Do these seven points and no doubt many others mean that the Bible is not important for Christians or that it is not inspired by God’s leading and power? Not at all.  If the inspired Biblical writers had not committed  to writing their knowledge and personal experiences and visions of God,  our knowledge of the revelation of God in the Messiah Jesus would be severely impaired. Yes we would still have the scattered references to Jesus in Josephus, Tacitus and Pliny. Yes we would still have the scattered archaeological remains in the catacombs, in Capernaum, the Pilate stone and so on. Yes we would have the voluminous but sometimes inconsistent writings of the early Fathers although these would be much less consistent without the written Scripture; yes we would have the very confused and sometimes very unhelpful pseudepigraphical “Gospels” of various C2nd and C3rd Judaio/Christian/Gnostic sects but these are are fringe documents.  Yes we would have the creeds and conclusions of various early Christian Councils but these are simply doctrinal summaries. But these scattered and somewhat obscure evidences are paltry compared with the recorded words of inspired Old Testament prophets, wisdom teachers and historians and the apostolic and early Christian writers of the New Testament documents.

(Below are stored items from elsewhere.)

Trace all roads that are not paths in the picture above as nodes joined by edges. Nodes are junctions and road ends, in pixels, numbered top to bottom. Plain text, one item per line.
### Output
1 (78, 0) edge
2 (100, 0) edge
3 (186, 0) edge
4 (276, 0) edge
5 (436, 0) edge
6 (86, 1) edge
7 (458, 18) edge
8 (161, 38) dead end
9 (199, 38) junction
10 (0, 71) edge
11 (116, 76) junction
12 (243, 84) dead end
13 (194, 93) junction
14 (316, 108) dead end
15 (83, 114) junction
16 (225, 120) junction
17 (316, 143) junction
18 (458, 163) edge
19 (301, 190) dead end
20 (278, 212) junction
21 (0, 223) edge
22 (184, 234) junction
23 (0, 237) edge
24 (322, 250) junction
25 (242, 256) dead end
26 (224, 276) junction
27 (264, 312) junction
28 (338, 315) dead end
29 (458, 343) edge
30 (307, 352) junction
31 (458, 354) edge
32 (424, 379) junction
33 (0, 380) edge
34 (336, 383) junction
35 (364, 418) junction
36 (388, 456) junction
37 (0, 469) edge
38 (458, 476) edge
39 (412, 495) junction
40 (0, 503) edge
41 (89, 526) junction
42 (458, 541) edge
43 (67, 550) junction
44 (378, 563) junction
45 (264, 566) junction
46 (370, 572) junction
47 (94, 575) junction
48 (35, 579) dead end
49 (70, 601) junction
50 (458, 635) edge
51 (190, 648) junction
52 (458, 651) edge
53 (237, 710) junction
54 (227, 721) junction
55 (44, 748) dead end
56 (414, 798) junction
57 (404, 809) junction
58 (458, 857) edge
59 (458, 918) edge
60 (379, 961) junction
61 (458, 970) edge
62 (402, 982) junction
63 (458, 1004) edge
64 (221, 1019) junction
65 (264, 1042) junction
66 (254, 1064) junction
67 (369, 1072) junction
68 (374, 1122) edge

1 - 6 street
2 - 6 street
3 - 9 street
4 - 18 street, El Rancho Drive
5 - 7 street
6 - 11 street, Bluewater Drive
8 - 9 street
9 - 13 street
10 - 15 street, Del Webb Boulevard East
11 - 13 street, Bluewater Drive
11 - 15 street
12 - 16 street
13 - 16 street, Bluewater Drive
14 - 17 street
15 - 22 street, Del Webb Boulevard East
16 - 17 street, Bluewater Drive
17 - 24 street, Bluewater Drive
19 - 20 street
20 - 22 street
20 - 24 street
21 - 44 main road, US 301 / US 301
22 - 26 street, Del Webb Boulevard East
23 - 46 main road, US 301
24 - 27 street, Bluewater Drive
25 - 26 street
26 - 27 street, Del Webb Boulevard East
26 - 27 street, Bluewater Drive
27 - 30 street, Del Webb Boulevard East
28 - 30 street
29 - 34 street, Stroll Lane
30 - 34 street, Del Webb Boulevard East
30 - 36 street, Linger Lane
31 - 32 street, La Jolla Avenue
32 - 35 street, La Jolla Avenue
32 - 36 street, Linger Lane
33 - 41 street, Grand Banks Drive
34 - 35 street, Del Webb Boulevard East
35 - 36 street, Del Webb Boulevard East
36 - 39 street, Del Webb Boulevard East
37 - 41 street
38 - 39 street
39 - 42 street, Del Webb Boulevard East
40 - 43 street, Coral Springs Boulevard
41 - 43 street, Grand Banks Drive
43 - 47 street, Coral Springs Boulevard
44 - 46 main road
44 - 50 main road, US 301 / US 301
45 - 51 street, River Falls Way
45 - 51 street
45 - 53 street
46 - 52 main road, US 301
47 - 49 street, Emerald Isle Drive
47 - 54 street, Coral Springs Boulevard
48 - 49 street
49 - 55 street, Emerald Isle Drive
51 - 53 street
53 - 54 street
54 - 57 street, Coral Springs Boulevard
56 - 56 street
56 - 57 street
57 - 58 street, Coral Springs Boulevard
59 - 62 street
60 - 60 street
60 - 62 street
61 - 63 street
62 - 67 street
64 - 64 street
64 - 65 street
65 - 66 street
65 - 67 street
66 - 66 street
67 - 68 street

So the Bible is central to the Judaeo-Christian faith but we worship the triune God who is Father, Son and Holy Spirit, not the Bible. Endless debates about the “inerrancy” of the Bible unhelpfully distract Christians whose vocation is to live and proclaim the joy of knowing Jesus Christ as the Lord of all creation, the Lord who, in Christ has reconciled the world to Himself, the Lord who is the  Redeemer of the whole of creation.

pp 100-101  Barth continues;….the basis of which alone [the Church] may actually venture its proclamation does mean for it a return to its own being, but to its self-transcendent being, to Jesus Christ  as the heavenly Head to whom it, the earthly body is attached as such, but in relation to whom it is also distinct as such, [and subject to error] who has the Church within Himself but whom the Church does not have within itself, between whom and it there is no reversible or alternating relation…He is immanent in it only as He is transcendent to it…..It has pleased God to be its God in another way than that of pure immanence.  [Phew!  hard paragraph but worth grappling with!]

p101…the distinction of the Head [God] from the body [the Church] and the superiority of the Head over the body find concrete expression in….Holy Scripture…which is there and tells us what is the past revelation of God that we have to recollect. It does so in the first instance simply by the fact that it is the Canon…that which stands fast as normative, i.e. apostolic, in the Church, the “regular fides”, i.e. the norm of faith, or the Church’s doctrine of faith….there then develops from the 4th century onwards the more specialised idea of the Canon of Holy Scripture i.e. the list of biblical books which are recognised as normative, because apostolic….

With its acknowledgement of the presence of the Canon the Church expresses the fact that it is not left to itself in its proclamation…the commission…the object…the judgment…the event of real proclamation must all come from elsewhere, from without, …with its acknowledgement that this Canon is in fact identical with the Bible of Old and New Testaments…this reference of its proclamation to something that is completely external is not a general principle…whose content might be this or something quite different….but ….a received direction…by which the very Church itself stands or falls.

p102  …in Holy Scripture, too, the writing is obviously not primary, but secondary. It is itself the deposit of what was once proclamation by human lips. In its form as Scripture, however, it does not seek to be a historical monument but rather a Church document, written proclamation. The two entities may thus be set initially under a single genus, Scripture as the commencement and present-day preaching as the continuation of one and the same event… Barth quotes Luther: “The Gospel simply means a preaching and crying out loud of God’s grace and mercy merited and won by the Lord Christ with his death. And it is properly not what stands in books or is made up of letters, but rather an oral preaching and lively word and a voice that rings in the whole world…we let John Baptist’s finger point and his voice sound: ‘Behold the Lamb of God that taketh away the sin of the world.’

Barth continues: In this similarity as phenomena, however, there is also to be found…the supremacy, the absolutely constitutive significance of the former for the latter, the determination of the reality of present-day proclamation by its foundation upon Holy Scripture…the basic singling out of the written word of the prophets and apostles over all the later words of men which have been spoken and are spoken today in the Church.